We learn however that if you call Last Stop Sports on (284) 494-0564 a few weeks ahead of time, theywill arrange to get a fishing license for you. Take note.
A few other things not to forget or check before you leave the dock.
Adequate sheets and towels
Mask and Snorkel supplied free by the base if you need
Swim Ear for after swimming
Cooler with properly operating plug
And lastly unplug the yellow dock line (power cord) before you pull out.
A more extensive list is given in our NauticEd Bareboat Charter Clinic
Also in our Bareboat Charter Clinic is an excellent Crew Brief list prior to leaving the dock.
With charter yachts, you can never tell what kind of music system you’ll get on the boat. Some come with just CD players some have mp3 connections. So I recommend that you bring some favorite CDs as well as your iPhone/mp3 player and don’t forget the cable plus you can also bring your FM transmitter.
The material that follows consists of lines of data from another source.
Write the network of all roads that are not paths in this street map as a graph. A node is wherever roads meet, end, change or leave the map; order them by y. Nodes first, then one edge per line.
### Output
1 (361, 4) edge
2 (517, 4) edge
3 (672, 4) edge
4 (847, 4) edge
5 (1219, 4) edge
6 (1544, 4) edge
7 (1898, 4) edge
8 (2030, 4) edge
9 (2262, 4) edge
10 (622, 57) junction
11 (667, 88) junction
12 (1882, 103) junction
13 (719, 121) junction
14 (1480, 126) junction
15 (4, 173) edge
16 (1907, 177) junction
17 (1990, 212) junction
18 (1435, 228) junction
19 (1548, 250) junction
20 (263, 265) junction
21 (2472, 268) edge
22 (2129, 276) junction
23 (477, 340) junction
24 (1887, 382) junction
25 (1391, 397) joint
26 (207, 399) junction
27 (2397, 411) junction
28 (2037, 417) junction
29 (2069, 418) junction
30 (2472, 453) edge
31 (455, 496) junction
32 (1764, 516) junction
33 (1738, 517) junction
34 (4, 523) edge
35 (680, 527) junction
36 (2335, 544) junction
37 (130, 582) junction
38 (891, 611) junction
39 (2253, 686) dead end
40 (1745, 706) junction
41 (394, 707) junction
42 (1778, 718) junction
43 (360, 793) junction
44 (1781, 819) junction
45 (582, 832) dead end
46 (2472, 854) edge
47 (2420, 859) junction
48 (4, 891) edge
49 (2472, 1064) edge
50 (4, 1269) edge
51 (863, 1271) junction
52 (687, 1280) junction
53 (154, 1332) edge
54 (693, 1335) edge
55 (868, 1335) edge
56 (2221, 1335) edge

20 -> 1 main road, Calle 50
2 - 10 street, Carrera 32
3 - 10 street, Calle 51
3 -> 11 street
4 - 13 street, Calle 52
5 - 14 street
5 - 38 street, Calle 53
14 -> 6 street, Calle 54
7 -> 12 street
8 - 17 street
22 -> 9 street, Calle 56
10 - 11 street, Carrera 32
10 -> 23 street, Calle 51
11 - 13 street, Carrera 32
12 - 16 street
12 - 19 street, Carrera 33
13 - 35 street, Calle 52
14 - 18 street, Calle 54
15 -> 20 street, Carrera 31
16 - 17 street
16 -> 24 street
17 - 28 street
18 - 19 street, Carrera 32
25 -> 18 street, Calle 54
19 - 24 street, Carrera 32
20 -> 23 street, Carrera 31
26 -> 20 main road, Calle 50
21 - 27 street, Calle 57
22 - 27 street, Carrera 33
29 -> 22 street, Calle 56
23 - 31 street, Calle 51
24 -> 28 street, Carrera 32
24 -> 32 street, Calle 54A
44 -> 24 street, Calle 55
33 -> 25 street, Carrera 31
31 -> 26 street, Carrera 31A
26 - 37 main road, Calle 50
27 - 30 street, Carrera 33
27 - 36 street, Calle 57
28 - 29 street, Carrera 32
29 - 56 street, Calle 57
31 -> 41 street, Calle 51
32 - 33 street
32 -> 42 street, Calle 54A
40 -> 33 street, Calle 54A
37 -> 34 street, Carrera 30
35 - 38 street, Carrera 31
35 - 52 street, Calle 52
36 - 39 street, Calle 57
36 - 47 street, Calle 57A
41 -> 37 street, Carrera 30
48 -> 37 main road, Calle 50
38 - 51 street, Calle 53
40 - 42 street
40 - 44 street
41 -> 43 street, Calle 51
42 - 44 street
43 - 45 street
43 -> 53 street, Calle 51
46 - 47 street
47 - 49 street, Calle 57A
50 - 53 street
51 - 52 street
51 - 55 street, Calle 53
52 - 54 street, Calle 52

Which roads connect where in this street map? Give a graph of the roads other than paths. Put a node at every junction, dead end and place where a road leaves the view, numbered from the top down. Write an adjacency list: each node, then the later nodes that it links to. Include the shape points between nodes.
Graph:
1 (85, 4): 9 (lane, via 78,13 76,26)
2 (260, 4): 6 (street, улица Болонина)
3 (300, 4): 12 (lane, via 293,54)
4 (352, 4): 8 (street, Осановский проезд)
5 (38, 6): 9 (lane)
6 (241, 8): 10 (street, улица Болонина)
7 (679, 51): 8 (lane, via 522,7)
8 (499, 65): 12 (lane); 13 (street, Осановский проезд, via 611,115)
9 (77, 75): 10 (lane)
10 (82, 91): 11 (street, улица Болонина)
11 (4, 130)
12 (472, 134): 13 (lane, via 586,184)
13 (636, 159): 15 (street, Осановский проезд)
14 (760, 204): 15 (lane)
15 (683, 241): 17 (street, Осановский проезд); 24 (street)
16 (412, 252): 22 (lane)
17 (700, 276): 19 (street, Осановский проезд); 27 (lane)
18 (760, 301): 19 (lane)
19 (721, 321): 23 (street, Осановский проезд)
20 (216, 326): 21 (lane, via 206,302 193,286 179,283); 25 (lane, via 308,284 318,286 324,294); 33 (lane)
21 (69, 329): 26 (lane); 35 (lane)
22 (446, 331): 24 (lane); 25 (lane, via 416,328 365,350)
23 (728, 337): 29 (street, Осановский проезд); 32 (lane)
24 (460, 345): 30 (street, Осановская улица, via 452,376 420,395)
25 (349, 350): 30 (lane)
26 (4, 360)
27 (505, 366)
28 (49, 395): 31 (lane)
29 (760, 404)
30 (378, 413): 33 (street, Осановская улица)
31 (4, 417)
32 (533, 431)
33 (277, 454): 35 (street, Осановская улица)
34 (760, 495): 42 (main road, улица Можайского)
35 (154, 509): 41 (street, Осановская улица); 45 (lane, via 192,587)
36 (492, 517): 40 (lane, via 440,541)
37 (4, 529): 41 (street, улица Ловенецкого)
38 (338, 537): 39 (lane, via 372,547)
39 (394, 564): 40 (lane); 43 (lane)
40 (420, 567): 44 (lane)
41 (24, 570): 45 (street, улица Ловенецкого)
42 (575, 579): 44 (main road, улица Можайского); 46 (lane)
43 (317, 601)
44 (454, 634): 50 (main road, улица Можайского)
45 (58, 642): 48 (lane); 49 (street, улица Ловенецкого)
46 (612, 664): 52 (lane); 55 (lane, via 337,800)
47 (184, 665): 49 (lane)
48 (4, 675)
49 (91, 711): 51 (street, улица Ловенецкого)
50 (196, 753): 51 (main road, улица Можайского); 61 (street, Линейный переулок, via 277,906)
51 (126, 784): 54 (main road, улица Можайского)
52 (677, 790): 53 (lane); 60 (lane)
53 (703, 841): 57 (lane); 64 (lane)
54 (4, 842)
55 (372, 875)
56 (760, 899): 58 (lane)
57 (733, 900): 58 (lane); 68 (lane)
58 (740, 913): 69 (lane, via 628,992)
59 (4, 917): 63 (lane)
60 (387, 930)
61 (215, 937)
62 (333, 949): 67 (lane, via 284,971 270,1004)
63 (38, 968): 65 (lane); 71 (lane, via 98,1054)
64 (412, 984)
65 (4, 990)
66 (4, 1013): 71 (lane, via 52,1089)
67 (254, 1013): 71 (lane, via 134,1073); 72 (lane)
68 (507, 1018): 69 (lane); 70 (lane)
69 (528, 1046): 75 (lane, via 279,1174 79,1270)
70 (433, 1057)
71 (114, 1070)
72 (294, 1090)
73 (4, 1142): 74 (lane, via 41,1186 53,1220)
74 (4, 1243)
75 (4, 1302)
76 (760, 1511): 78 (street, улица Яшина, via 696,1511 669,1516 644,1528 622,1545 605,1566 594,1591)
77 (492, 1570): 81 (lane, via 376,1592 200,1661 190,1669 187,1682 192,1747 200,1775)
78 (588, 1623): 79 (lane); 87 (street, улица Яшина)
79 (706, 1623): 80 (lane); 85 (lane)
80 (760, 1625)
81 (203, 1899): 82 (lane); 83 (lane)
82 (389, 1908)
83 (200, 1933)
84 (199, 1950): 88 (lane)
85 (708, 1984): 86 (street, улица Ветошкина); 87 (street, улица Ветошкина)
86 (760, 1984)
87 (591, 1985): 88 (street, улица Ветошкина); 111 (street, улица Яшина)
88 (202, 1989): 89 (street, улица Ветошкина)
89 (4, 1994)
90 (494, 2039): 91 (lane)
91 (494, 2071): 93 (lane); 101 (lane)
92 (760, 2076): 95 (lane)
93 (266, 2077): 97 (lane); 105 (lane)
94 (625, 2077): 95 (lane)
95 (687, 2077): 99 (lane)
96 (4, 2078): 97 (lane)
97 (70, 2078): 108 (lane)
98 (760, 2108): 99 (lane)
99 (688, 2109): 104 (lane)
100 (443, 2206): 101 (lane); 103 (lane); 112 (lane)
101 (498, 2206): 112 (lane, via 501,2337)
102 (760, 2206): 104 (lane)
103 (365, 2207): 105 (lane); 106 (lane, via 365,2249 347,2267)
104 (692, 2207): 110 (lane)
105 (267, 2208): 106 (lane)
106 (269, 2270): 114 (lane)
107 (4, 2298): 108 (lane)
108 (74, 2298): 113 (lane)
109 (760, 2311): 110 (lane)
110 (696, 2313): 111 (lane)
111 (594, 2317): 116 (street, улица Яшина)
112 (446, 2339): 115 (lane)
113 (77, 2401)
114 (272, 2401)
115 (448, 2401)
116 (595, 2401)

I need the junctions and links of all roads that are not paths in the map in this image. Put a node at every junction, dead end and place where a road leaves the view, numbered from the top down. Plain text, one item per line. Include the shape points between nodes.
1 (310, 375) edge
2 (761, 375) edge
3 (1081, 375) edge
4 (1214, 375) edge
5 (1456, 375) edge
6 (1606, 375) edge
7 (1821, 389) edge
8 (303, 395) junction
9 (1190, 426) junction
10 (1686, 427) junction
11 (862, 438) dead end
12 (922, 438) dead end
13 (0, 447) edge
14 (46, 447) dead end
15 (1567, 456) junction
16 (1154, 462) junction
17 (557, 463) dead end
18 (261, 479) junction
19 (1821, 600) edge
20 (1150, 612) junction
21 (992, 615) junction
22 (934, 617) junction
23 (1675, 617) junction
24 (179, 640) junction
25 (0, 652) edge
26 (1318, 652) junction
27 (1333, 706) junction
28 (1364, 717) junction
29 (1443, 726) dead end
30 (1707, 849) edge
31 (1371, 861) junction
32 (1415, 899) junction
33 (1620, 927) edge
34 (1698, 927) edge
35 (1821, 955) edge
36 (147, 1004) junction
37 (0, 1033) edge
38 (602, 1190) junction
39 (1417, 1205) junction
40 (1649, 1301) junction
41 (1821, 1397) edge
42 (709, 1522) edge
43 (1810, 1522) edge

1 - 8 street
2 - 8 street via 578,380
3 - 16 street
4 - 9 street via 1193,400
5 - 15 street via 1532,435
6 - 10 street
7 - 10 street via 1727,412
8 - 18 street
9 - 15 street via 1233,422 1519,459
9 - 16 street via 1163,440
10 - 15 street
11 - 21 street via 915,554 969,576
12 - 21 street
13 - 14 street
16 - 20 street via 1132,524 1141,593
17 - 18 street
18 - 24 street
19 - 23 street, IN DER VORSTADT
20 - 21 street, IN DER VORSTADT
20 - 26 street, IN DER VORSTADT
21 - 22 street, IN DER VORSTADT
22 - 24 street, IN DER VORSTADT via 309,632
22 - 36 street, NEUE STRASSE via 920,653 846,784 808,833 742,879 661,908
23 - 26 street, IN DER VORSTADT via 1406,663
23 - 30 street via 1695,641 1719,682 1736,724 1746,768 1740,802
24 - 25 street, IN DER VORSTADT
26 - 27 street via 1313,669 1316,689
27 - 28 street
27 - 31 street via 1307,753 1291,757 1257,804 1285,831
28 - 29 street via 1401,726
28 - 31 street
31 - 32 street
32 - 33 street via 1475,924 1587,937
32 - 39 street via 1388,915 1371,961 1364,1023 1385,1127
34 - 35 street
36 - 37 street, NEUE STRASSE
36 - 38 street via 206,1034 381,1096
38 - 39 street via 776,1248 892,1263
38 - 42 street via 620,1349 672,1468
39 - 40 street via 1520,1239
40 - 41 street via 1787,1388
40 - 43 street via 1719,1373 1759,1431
Between all those you should be covered music wise.
Anthony Wighting is the Sunsail Base Manager and was very helpful in getting us underway early enough for us to get 5 miles to the south to The Bight on Norman Island.
We pulled out of the dock at 4:30 which is about the latest we should have in order to get to Norman island before sun down at 6:30 this time of the year. Norman Island lies on about compass heading 212deg Mag once you clear Road Harbor and is about 5 miles away. We chose Norman Island for our first night because it was a Saturday night and we didn’t want to miss the Famous Willy Tee’s floating bar.
Willy Tee’s lies in “The Bight”, which is a large bay on Norman Island. A famous rock out cropping called The Indian’s is just outside The Bight. The Indians is an excelent place for snorkelling and has a few underwater swim through caves and lots of colorful fish. Given the time – we elected to leave the Indians until tomorrow but we did get this stunning photo of The Indians with the setting sun light.
The Indians - famous for its snorkelling. Just outside The Bight on Normal Island
Folowing our entrance into The Bight, we moored to one of the Mooring Balls far enough away from Willy Tee’s so that those that wanted to sleep would not be awoken by the party noise that would surely come later.
A stunning sunset from The Bight.
Our advice for Willy Tee’s is take a maximum of $20 ( the entire BVI’s run on US dollars). When you have spent that – go back to your boat. The place is entirely encourageble and it seems like the energy field surrounding the vessel removes all your common sense and knowledge about alcohol consumption.
Swinging from the rafters at Willy Tees floating Bar. The Bight - Norman Island
Remember what your dinghy number is.
The Infamous Ski Shot on Wille Tees
Don’t take your wallet and camera’s WILL end up full of sea water. Otherwise we had a fun evening at Willy Tee’s. Seriously however, the real problem with Willy Tee’s is that it usually is your first night out and your excitement level is at it’s height.